The settlement is part of more than $683,000 the state proposes to pay out to resolve civil lawsuits or claims filed against various state agencies.

The law in question was dubbed the Hawaii “Sick Leave Law,” which was passed by the Legislature and signed by Gov. Neil Abercrombie in 2011. It prohibited certain employers from firing or disciplining workers who were accused of misusing sick leave.

It also prohibited the employers from requiring verification from a physician when an employee used fewer than three consecutive days of sick leave.

Twenty-two employers ranging from hospitals to resorts to supermarkets filed suit in federal court in November 2011 challenging the law.

In 2013, US District Court Judge Susan Oki Mollway issued an order striking down the law after finding that the statute was unconstitutional.

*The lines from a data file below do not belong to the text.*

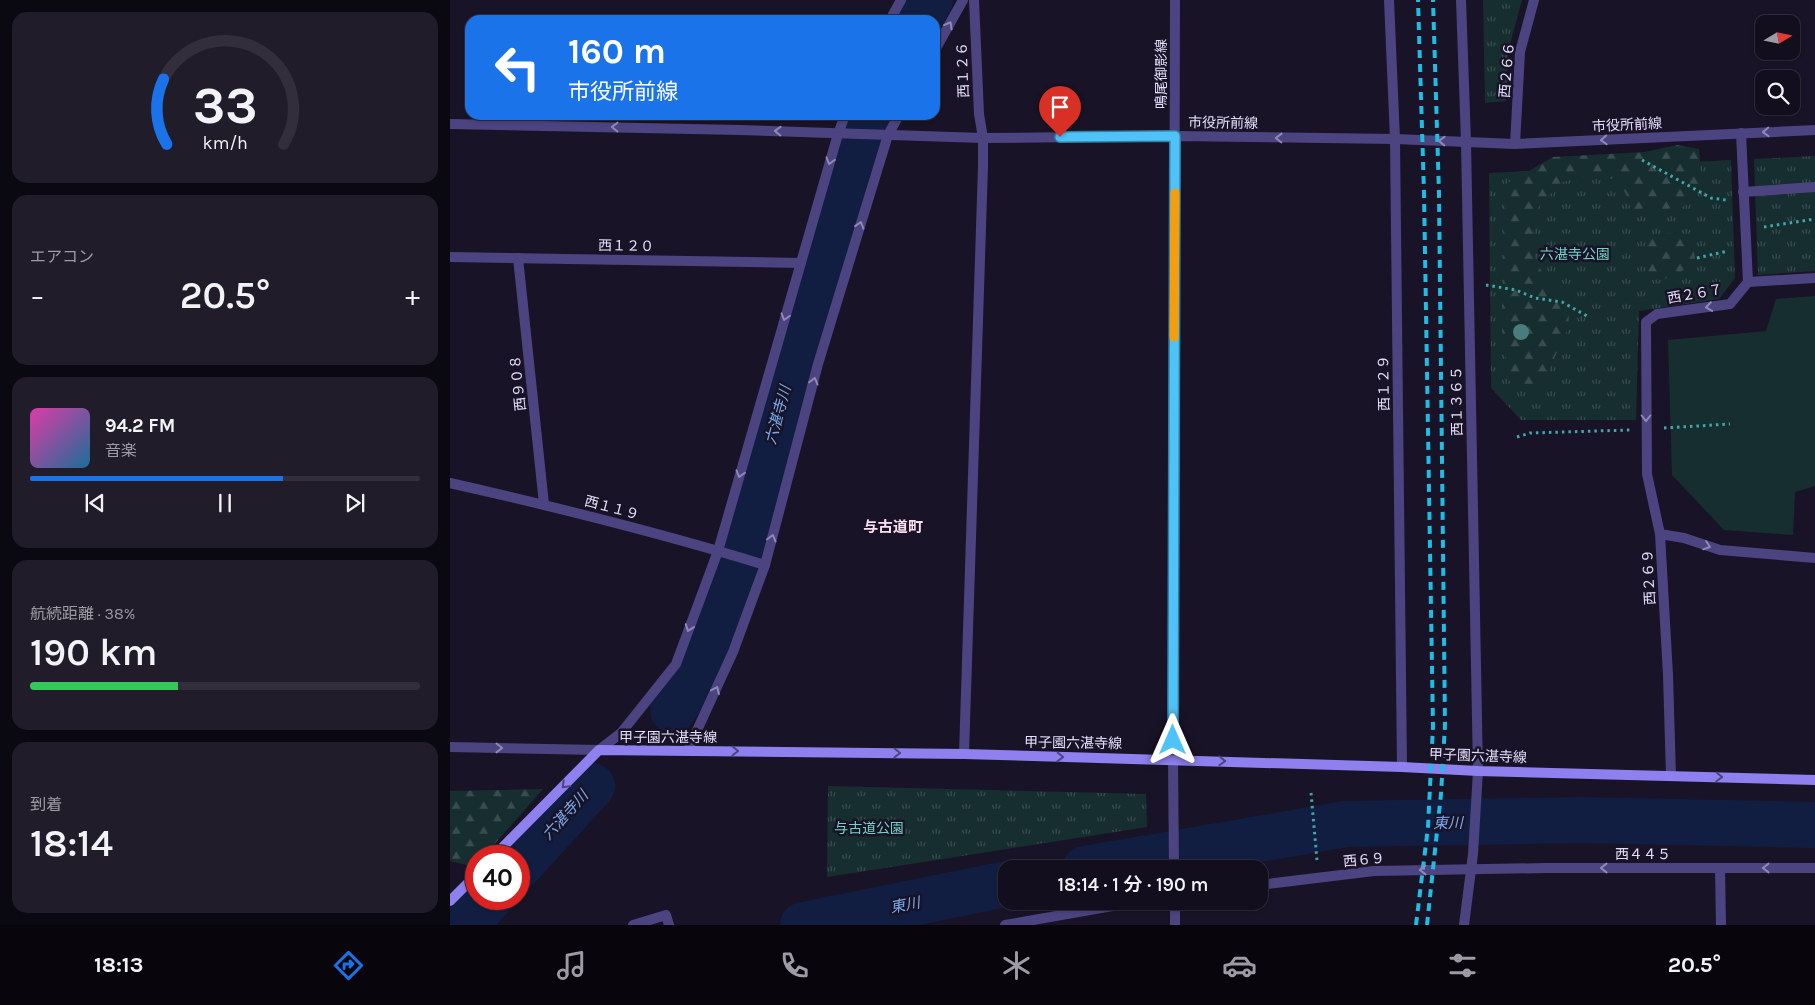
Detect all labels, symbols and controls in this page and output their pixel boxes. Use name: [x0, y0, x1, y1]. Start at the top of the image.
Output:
north arrow: [1755, 15, 1800, 60]
map controls: [1755, 15, 1800, 115]
one-way arrow: [943, 21, 953, 30]
text: 160 m: [568, 31, 666, 72]
icon: left: [485, 35, 550, 100]
street label: 鳴尾御影線: [1153, 39, 1170, 109]
street label: 西２６６: [1496, 41, 1518, 99]
street label: 西１２６: [954, 42, 972, 98]
button: search: [1755, 70, 1800, 115]
text: 33: [193, 75, 257, 136]
text: 市役所前線: [568, 79, 678, 105]
pin: [1039, 86, 1081, 137]
icon: arrive: [1046, 93, 1074, 121]
street label: 市役所前線: [1188, 114, 1258, 132]
street label: 市役所前線: [1592, 115, 1662, 135]
one-way arrow: [611, 122, 618, 132]
one-way arrow: [773, 126, 781, 137]
one-way arrow: [1762, 127, 1770, 137]
text: km/h: [202, 133, 248, 154]
one-way arrow: [1275, 133, 1282, 143]
one-way arrow: [1600, 134, 1608, 145]
one-way arrow: [1437, 136, 1445, 147]
one-way arrow: [826, 157, 836, 165]
one-way arrow: [855, 222, 865, 230]
street label: 西１２０: [598, 237, 654, 255]
park label: 六湛寺公園: [1540, 246, 1610, 263]
text: エアコン: [30, 247, 94, 266]
text: 20.5°: [180, 273, 270, 318]
text: −: [30, 279, 45, 312]
text: +: [405, 279, 420, 312]
street label: 西２６７: [1666, 281, 1724, 307]
one-way arrow: [1705, 301, 1714, 311]
one-way arrow: [780, 313, 791, 322]
street label: 西９０８: [507, 354, 529, 412]
street label: 西１２９: [1375, 355, 1393, 411]
street label: 西１３６５: [1448, 366, 1466, 436]
one-way arrow: [808, 377, 818, 385]
water label: 六湛寺川: [762, 382, 795, 446]
one-way arrow: [1641, 414, 1651, 422]
text: 94.2 FM: [105, 415, 175, 437]
text: 音楽: [105, 441, 137, 460]
one-way arrow: [735, 469, 746, 478]
icon: previous: [81, 489, 109, 517]
icon: pause: [211, 489, 239, 517]
icon: next: [341, 489, 369, 517]
street label: 西１１９: [583, 493, 641, 523]
district label: 与古道町: [863, 518, 923, 536]
one-way arrow: [766, 533, 777, 542]
one-way arrow: [1703, 540, 1711, 550]
street label: 西２６９: [1639, 549, 1659, 605]
text: 航続距離 · 38%: [30, 604, 135, 623]
one-way arrow: [685, 623, 695, 632]
text: 190 km: [30, 630, 157, 675]
one-way arrow: [709, 686, 720, 695]
position arrow: [1146, 713, 1198, 765]
street label: 甲子園六湛寺線: [619, 729, 717, 746]
street label: 甲子園六湛寺線: [1024, 734, 1122, 752]
one-way arrow: [495, 743, 503, 753]
one-way arrow: [732, 746, 739, 756]
street label: 甲子園六湛寺線: [1429, 746, 1527, 766]
one-way arrow: [894, 748, 902, 758]
one-way arrow: [1056, 751, 1064, 762]
one-way arrow: [1219, 756, 1227, 766]
one-way arrow: [1716, 772, 1724, 782]
one-way arrow: [562, 779, 571, 788]
water label: 六湛寺川: [538, 785, 593, 843]
text: 到着: [30, 795, 62, 814]
water label: 東川: [1433, 814, 1465, 832]
park label: 与古道公園: [834, 820, 904, 837]
text: 18:14: [30, 821, 113, 866]
speed limit sign: 40: [465, 845, 530, 910]
street label: 西４４５: [1615, 846, 1671, 863]
street label: 西６９: [1342, 850, 1386, 870]
one-way arrow: [1600, 863, 1608, 873]
one-way arrow: [1762, 863, 1770, 873]
one-way arrow: [1418, 865, 1426, 875]
text: 18:14 · 1 分 · 190 m: [1057, 874, 1209, 896]
water label: 東川: [889, 893, 923, 917]
icon: directions: [331, 948, 366, 983]
icon: music: [554, 948, 589, 983]
icon: phone: [777, 948, 812, 983]
icon: climate: [999, 948, 1034, 983]
icon: car: [1222, 948, 1257, 983]
icon: filters: [1445, 948, 1480, 983]
text: 18:13: [94, 952, 143, 978]
text: 20.5°: [1668, 952, 1721, 978]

The lawsuit argued that the sick leave law was preempted by federal law, including the National Labor Relations Act which governs collective bargaining actions.

It said sick leave is a mandatory subject of bargaining under the Act and the businesses’ contracts with unions dictated the terms and conditions of sick leave, including discharges, demotions or withholding of pay related to its use.

The suit said the law improperly made those actions subject to investigation by the state Department of Labor and Industrial Relations and gave the DLIR authority to order reinstatement or back-pay damages to employees affected by the law.

Those actions “interfere with the free play of economic forces and constrains future bargaining between plaintiffs and current labor representatives,” the lawsuit said.

Another criticism of the law was that it was selective in its application, dealing only with businesses with collective bargaining agreements and with more than 100 employees. All of the plaintiffs in the lawsuit met those criteria.

The case is Civil No. 11-00706.

The settlement is in the amount of $89,645.15. According to Richard Rand, one of the Honolulu attorneys representing the 22 companies, that covers the majority of the legal costs incurred by the companies who sued.

The funding is contained in Senate Bill 2246, which was heard today by the Senate Committee on Judiciary and Labor.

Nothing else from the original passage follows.